Dataset >>
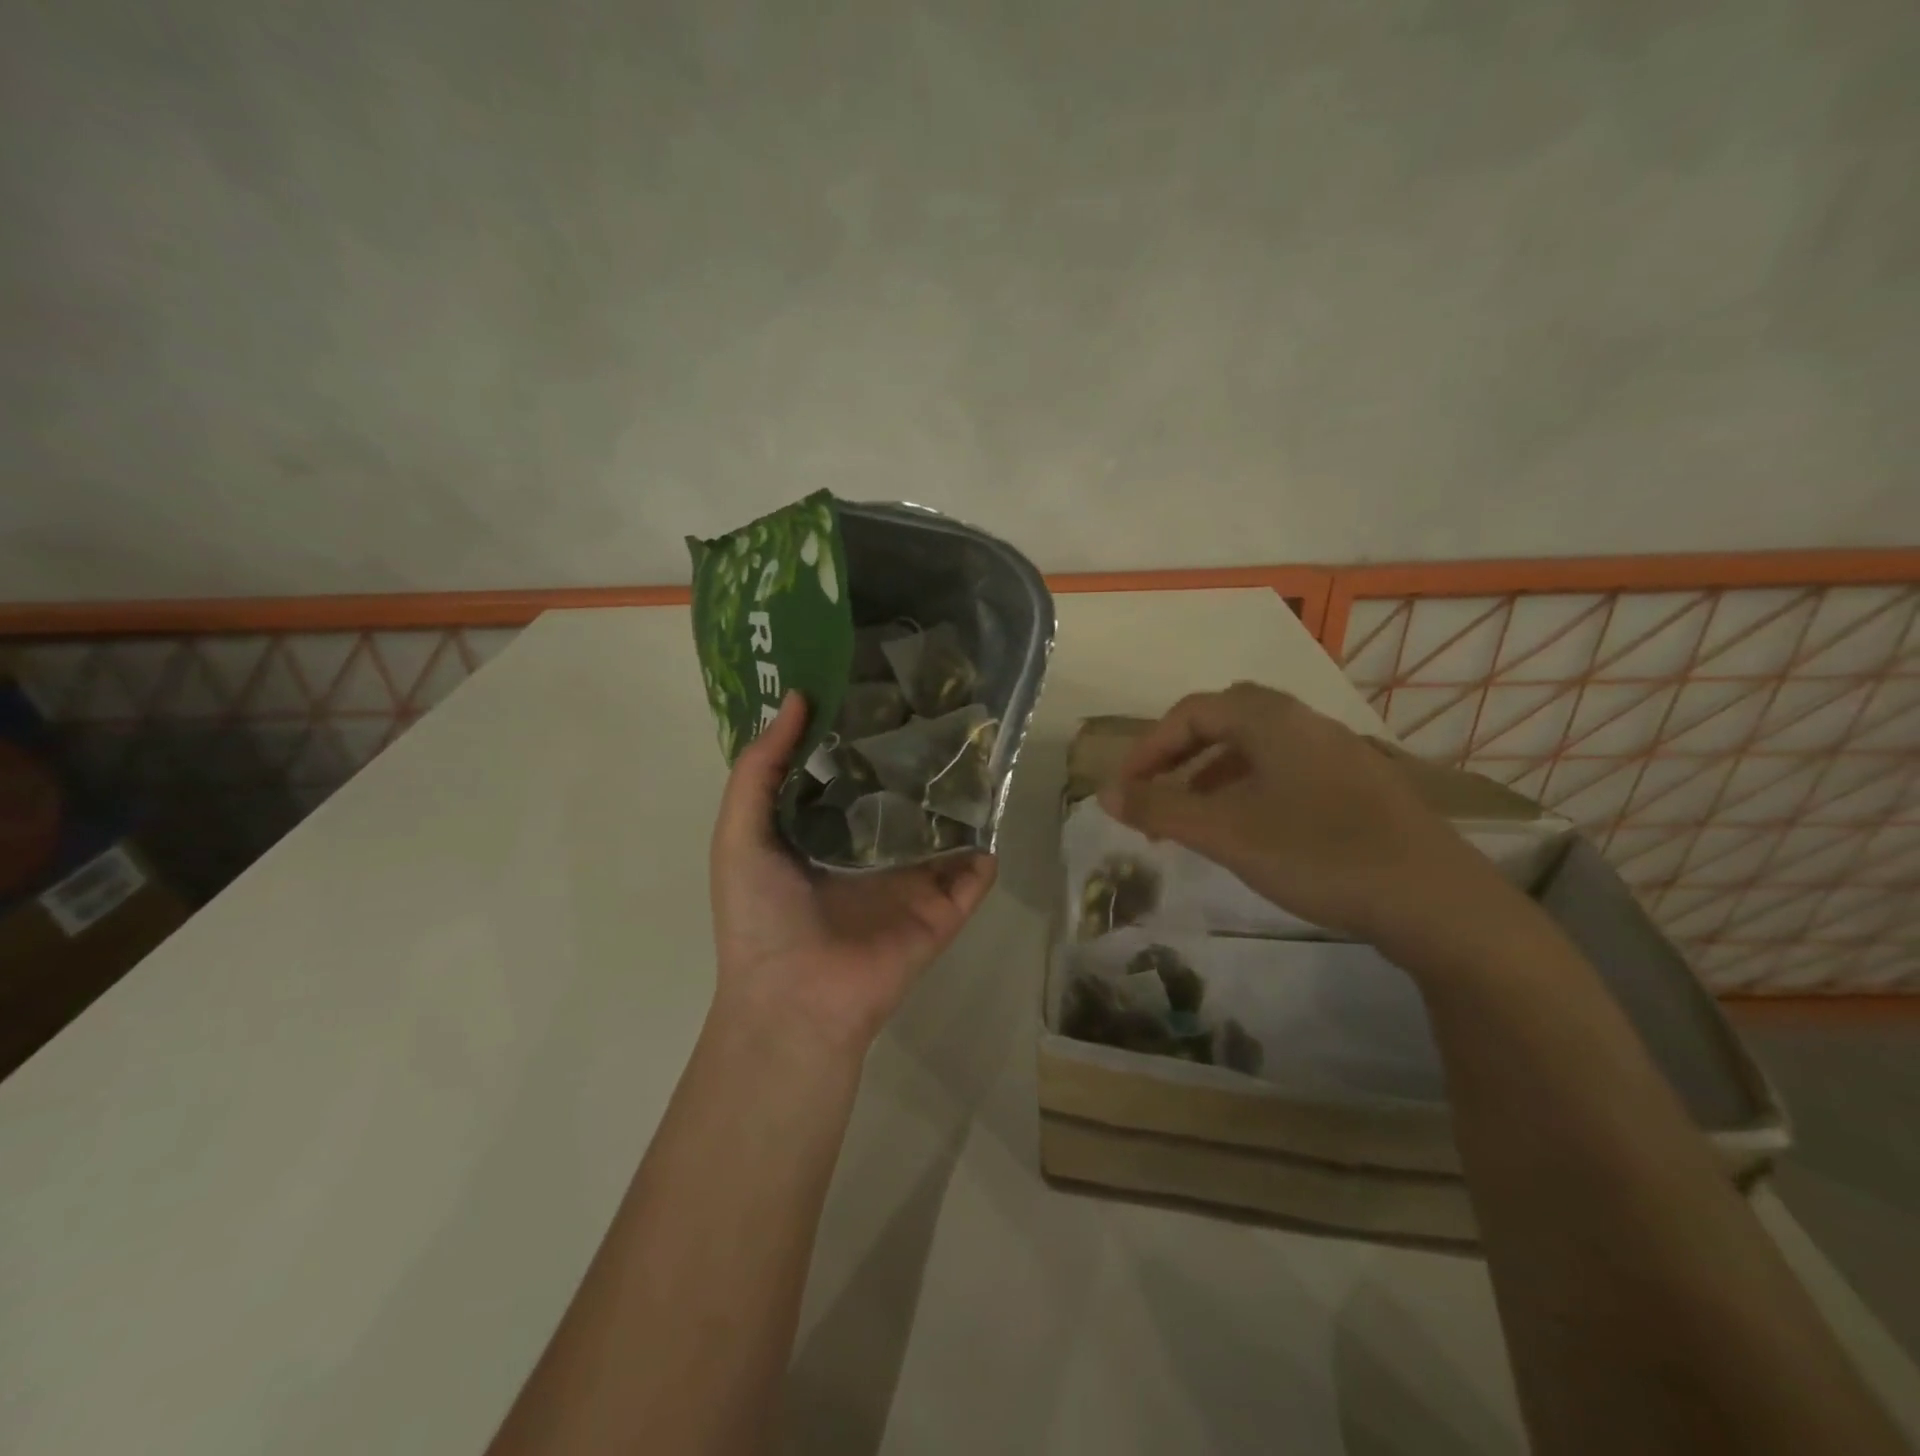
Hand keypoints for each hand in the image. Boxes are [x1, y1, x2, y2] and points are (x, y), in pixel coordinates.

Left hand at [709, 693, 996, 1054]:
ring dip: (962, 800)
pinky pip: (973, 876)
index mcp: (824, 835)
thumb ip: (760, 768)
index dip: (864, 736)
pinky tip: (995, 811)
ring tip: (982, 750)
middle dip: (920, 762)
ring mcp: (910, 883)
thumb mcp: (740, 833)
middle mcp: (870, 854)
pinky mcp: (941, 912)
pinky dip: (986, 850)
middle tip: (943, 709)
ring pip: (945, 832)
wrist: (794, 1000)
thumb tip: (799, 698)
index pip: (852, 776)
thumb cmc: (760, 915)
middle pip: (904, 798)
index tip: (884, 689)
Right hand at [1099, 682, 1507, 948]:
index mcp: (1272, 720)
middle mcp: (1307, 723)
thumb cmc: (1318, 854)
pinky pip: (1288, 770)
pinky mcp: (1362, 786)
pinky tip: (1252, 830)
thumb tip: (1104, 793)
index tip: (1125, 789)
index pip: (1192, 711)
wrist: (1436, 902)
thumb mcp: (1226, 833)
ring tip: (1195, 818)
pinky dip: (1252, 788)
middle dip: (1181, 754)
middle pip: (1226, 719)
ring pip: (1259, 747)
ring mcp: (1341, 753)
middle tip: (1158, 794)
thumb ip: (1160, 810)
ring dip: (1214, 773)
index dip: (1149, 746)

Goal of the exercise >> Copy the data above word for word. Pictures stay out.

Task response >>
Hand keypoints for each hand in the image. Boxes are [x1, y1, x2, y2] and points are (x, y), in pixel coordinates.

Left hand at [709, 693, 996, 1054]:
ring dip: (962, 800)
pinky pip: (973, 876)
index mcp: (824, 835)
thumb ip: (760, 768)
index dip: (864, 736)
pinky tip: (995, 811)
ring tip: (982, 750)
middle dip: (920, 762)
ring mcp: (910, 883)
thumb mcp: (740, 833)
middle mcp: (870, 854)
pinky mcp: (941, 912)
pinky dip: (986, 850)
middle tip: (943, 709)
ring pip: (945, 832)
wrist: (794, 1000)
thumb tip: (799, 698)
index pip: (852, 776)
thumb cmc: (760, 915)
middle pip: (904, 798)
index tip: (884, 689)
Right hand at [1099, 682, 1507, 948]:
index mcp: (1272, 720)
middle mcp: (1307, 723)
thumb cmc: (1318, 854)
pinky pip: (1288, 770)
pinky mcp: (1362, 786)
pinky tip: (1252, 830)
thumb tip: (1104, 793)
index tip: (1125, 789)
index pip: (1192, 711)
wrist: (1436, 902)
thumb mcp: (1226, 833)
ring tip: (1195, 818)
pinky dip: (1252, 788)
middle dip: (1181, 754)
middle pip: (1226, 719)
ring pip: (1259, 747)
ring mcp: (1341, 753)
middle tip: (1158, 794)
thumb ip: (1160, 810)
ring dip: (1214, 773)
index dip: (1149, 746)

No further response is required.